Once a great empire founded in the footsteps of Genghis Khan, Mongolia has been a formidable force in Central Asia ever since its unification nearly a millennium ago. Though its days as a powerful empire are long behind it, Mongolians today take pride in their complex history and shared cultural heritage. Embarking to study abroad in Mongolia will be an educative adventure amidst a rich nomadic culture in one of the planet’s most beautiful landscapes imaginable.


While it is the second largest landlocked country on the planet, Mongolia actually has a very sparse population of only 3 million citizens. Its landscape thus remains incredibly well-preserved; from the Gobi desert in the southeast to the mountainous terrain of the northwest, one could spend a lifetime exploring its vast and unsettled wilderness. Mongolia is also known as the “The Land of the Eternal Blue Sky” because it is sunny for nearly three-quarters of each year.

Ulaanbaatar, the country’s capital, is far and away the most popular destination where to study abroad in Mongolia. Ulaanbaatar is home to nearly half of Mongolia’s population, so unsurprisingly the majority of its universities are located here as well. Sitting in the heart of the country along the Tuul River, Ulaanbaatar is the cultural, economic, and political center of activity in Mongolia. It is also conveniently connected to the neighboring countries of China and Russia via the Trans-Siberian Railway.

The rest of the Mongolian landscape consists of fairly remote towns and smaller cities. If you study abroad in Mongolia as part of a program that moves around between different locations, then you may get to soak in some smaller destinations as part of your studies. However most traditional study abroad programs in Mongolia remain anchored in the capital city of Ulaanbaatar.

Subjects & Courses

While Mongolia’s higher education system is not particularly extensive, there are a handful of major universities in Ulaanbaatar that continue to grow as the country places a major emphasis on education. If you plan to study abroad in Mongolia at a local university then your course enrollment options will be extensive; however as Mongolian is commonly the medium of education, you may be limited by what English-taught courses are available.

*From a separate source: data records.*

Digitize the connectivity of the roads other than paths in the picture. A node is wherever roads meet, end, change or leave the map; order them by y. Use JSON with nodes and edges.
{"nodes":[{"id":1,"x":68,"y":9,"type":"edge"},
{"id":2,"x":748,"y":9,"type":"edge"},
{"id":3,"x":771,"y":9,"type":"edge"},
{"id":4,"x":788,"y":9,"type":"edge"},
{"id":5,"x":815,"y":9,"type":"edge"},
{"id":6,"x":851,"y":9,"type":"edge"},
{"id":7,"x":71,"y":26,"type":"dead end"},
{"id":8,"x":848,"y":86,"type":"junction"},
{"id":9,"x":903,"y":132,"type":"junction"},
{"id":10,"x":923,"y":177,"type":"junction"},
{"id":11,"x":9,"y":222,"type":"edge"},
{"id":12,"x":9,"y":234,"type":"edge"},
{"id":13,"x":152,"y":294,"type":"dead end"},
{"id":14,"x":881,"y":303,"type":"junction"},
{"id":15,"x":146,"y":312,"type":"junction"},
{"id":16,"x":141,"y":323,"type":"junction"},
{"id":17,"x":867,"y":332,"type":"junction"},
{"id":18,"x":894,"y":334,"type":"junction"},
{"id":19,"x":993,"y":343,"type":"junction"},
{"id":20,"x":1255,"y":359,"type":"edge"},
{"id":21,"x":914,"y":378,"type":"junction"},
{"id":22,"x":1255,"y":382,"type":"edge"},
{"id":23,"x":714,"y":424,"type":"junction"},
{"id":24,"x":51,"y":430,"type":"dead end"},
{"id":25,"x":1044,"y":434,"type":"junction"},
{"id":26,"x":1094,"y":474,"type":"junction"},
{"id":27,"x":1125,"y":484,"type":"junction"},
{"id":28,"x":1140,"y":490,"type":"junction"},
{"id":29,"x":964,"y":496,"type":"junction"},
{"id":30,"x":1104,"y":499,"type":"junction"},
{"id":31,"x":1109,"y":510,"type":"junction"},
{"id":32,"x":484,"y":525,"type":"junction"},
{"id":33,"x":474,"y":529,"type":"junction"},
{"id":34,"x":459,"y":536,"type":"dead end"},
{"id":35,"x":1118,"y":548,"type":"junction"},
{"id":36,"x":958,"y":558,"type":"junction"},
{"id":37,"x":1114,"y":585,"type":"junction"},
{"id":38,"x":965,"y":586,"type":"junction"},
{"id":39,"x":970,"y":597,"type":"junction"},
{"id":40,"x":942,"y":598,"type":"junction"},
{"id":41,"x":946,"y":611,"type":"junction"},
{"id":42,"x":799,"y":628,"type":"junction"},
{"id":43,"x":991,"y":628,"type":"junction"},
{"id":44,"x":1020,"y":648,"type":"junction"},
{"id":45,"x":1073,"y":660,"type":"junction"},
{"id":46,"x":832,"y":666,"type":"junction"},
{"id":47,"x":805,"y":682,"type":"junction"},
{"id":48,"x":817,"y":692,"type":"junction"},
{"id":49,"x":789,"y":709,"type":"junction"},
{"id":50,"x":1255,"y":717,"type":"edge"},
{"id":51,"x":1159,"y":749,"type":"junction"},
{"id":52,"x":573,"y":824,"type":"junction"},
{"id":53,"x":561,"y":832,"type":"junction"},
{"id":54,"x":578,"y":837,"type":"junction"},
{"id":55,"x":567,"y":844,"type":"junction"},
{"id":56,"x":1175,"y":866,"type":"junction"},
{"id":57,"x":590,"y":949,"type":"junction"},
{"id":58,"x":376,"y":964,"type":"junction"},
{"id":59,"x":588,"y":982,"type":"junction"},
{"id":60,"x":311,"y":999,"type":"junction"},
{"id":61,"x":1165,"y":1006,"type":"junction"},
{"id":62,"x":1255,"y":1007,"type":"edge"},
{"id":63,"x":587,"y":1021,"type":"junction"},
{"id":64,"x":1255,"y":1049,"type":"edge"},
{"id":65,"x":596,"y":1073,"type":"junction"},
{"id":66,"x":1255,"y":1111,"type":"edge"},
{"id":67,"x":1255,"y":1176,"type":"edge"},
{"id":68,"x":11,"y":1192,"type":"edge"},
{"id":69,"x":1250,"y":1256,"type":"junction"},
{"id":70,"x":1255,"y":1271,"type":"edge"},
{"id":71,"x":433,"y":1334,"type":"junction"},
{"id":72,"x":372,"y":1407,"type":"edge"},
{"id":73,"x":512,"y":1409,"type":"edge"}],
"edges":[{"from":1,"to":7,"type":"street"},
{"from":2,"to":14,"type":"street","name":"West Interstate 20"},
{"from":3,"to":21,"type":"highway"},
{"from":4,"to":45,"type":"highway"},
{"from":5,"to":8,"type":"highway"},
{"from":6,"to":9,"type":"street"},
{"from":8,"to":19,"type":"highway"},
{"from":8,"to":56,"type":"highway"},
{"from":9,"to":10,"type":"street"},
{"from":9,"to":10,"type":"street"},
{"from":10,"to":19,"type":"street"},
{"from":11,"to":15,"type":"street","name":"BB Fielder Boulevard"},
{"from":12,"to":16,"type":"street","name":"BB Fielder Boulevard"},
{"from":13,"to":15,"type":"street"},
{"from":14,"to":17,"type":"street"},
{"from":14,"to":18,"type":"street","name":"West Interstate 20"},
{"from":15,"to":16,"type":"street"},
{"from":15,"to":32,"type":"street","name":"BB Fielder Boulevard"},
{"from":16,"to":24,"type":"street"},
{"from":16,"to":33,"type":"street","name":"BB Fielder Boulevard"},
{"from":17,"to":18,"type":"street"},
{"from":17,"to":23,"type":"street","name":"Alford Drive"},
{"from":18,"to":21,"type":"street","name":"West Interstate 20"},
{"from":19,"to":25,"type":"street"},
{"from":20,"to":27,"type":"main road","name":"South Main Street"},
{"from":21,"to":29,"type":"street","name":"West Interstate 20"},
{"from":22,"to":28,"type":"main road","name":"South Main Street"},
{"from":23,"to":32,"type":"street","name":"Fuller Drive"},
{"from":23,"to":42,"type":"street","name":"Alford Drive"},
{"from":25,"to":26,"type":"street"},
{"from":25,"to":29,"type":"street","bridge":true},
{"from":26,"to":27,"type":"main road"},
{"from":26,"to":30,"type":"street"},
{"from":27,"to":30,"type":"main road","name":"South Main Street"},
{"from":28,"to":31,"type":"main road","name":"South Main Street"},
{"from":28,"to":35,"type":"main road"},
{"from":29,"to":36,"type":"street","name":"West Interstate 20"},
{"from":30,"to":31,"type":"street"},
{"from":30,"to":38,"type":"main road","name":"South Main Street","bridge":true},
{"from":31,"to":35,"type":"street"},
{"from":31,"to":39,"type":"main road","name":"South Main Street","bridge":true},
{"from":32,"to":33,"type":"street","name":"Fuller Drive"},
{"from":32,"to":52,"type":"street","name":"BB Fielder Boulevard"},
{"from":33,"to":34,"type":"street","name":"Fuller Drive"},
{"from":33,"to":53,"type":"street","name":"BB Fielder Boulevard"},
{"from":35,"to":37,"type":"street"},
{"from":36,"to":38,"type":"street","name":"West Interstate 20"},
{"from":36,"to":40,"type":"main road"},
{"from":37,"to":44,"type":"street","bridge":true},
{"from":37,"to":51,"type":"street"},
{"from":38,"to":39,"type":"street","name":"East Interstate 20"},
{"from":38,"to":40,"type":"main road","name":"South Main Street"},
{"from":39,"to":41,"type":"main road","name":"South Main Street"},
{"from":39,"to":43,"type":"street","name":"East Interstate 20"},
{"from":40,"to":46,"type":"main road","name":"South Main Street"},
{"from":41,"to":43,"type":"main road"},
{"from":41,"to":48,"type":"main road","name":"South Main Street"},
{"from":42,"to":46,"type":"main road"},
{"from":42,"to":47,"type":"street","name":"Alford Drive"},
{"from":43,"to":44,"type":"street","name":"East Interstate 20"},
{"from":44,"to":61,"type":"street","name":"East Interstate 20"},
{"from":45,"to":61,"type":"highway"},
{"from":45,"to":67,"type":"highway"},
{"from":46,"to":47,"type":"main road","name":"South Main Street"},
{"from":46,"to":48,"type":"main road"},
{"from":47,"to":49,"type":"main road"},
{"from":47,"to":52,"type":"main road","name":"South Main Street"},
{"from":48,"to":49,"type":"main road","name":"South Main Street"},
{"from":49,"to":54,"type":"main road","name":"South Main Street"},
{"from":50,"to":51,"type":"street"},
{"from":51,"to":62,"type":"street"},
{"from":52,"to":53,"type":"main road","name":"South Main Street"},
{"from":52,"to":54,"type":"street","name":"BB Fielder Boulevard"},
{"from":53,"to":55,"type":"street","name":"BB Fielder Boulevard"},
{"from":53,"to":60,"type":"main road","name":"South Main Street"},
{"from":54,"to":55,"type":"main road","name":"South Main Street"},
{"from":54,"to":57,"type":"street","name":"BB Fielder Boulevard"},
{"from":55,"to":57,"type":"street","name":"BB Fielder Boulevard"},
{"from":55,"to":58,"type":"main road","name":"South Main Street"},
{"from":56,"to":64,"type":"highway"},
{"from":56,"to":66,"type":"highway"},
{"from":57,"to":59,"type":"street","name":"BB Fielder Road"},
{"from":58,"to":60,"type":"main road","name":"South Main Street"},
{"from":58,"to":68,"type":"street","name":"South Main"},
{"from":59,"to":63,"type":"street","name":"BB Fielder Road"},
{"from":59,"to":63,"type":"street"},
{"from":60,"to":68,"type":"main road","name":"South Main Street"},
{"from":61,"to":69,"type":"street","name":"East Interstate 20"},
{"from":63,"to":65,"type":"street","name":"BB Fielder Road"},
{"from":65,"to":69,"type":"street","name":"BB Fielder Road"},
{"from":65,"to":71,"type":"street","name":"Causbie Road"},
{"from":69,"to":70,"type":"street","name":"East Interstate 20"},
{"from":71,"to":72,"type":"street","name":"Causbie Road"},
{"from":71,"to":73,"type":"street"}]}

For this reason, enrolling in an international program designed specifically for foreign students is generally the more popular option by which to study abroad in Mongolia. These programs generally take place at smaller international or satellite schools, and often include the opportunity to engage in a variety of culturally immersive activities outside the classroom in addition to your studies.

While the course offerings may be more slim for this type of program, foreign students can benefit from the content being custom-tailored to an international audience (this can be very helpful for those who are not too familiar with Mongolian culture and history). Regardless of the program type, some popular courses among international students who study abroad in Mongolia include anthropology, ecology, sustainable development, and Asian studies.

Scholarships & Costs

Because it is largely rural and still has a developing economy, Mongolia is a fairly affordable destination where to study abroad. The local currency is the Tughrik, which exchanges at about 2,000 MNT to $1 USD. Because costs such as transportation and tuition can still mount up, you should also check out our Mongolian Scholarship Directory to learn about available financial aid opportunities in the country.

Accommodation & Visas

Homestays are generally the most popular form of accommodation while you study abroad in Mongolia, providing for a unique opportunity to immerse yourself fully in the local culture. Student dormitories or apartments are also sometimes made available, so weigh all the pros and cons before making your decision about what form of housing you’d like to apply for.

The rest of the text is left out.